[Saved data entries]
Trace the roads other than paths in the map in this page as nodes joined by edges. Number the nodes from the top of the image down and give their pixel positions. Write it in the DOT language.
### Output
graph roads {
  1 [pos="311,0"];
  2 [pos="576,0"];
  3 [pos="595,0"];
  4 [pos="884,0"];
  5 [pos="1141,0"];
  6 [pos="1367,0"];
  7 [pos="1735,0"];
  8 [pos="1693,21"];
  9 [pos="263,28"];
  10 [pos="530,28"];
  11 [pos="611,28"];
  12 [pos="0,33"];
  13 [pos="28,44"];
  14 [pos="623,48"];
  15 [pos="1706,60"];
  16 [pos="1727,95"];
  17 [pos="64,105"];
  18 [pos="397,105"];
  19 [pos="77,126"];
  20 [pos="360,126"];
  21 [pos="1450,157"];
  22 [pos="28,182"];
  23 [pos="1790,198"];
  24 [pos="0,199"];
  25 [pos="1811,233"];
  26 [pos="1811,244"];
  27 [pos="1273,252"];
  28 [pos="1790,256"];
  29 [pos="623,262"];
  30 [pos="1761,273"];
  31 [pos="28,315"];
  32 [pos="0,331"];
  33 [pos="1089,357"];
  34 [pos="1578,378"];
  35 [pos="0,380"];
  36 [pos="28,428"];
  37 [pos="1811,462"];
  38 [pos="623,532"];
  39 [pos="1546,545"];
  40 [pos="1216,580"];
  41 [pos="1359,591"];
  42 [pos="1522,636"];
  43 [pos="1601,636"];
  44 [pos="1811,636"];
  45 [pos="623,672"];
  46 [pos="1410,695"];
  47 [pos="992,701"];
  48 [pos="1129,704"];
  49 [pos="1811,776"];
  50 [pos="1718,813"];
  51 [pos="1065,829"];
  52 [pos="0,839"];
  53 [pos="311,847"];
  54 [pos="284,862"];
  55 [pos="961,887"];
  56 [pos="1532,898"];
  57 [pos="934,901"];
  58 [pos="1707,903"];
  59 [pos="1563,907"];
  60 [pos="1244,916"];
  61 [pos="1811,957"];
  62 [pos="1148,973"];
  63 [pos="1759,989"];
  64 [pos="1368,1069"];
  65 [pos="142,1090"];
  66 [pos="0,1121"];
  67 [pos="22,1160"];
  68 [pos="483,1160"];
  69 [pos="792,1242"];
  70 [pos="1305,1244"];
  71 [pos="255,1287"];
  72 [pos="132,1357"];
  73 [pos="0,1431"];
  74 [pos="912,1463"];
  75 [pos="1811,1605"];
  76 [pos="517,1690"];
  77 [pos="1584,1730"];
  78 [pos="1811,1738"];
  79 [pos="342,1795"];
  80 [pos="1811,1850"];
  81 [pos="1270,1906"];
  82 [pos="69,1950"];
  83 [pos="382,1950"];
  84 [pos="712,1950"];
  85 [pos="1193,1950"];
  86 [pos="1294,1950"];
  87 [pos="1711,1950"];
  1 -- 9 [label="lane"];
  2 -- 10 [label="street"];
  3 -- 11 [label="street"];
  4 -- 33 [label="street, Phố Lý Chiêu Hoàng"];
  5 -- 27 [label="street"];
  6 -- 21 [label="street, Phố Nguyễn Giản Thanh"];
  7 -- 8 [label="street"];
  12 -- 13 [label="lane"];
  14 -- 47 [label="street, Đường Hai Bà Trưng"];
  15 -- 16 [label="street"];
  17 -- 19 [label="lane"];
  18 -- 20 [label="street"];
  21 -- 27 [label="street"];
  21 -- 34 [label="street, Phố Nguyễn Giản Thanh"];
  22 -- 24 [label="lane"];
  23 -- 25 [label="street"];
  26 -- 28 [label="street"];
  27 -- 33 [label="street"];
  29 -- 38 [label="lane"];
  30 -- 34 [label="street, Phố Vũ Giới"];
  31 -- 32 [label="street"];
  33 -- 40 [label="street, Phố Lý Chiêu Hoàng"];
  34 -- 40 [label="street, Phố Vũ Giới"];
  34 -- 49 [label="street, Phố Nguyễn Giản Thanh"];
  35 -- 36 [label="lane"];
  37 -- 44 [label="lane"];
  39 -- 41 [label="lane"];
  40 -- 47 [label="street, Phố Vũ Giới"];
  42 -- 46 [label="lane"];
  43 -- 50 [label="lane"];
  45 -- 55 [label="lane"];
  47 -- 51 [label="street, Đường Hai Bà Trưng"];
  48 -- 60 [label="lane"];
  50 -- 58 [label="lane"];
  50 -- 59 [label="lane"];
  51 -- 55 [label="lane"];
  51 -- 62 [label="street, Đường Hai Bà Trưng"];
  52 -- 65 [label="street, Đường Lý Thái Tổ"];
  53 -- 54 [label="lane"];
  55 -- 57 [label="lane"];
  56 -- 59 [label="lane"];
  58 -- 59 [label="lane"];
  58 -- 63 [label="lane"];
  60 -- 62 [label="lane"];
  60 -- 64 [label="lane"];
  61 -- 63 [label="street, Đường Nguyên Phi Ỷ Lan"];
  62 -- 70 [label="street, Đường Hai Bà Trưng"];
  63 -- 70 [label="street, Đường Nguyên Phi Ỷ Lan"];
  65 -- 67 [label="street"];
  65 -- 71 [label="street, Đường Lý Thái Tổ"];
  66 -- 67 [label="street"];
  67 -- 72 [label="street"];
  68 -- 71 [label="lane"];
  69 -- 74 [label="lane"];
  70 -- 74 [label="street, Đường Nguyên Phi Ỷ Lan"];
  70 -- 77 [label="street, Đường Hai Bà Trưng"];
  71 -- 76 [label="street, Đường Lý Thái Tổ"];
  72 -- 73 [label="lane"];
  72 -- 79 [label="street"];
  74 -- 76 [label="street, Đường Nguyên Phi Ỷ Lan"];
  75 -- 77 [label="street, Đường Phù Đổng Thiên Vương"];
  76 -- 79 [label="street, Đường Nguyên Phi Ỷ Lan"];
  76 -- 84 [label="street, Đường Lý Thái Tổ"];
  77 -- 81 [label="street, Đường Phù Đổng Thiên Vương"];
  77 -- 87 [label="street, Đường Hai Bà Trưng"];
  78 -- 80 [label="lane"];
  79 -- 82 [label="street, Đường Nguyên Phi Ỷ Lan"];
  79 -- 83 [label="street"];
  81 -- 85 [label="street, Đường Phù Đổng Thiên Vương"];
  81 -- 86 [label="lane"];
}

▶ **EXERCISE**
Copy out each line of the records where the word "Thanh" appears.

▶ **RESULT OF THIS TASK**
  6 -- 21 [label="street, Phố Nguyễn Giản Thanh"];
  21 -- 34 [label="street, Phố Nguyễn Giản Thanh"];
  34 -- 49 [label="street, Phố Nguyễn Giản Thanh"];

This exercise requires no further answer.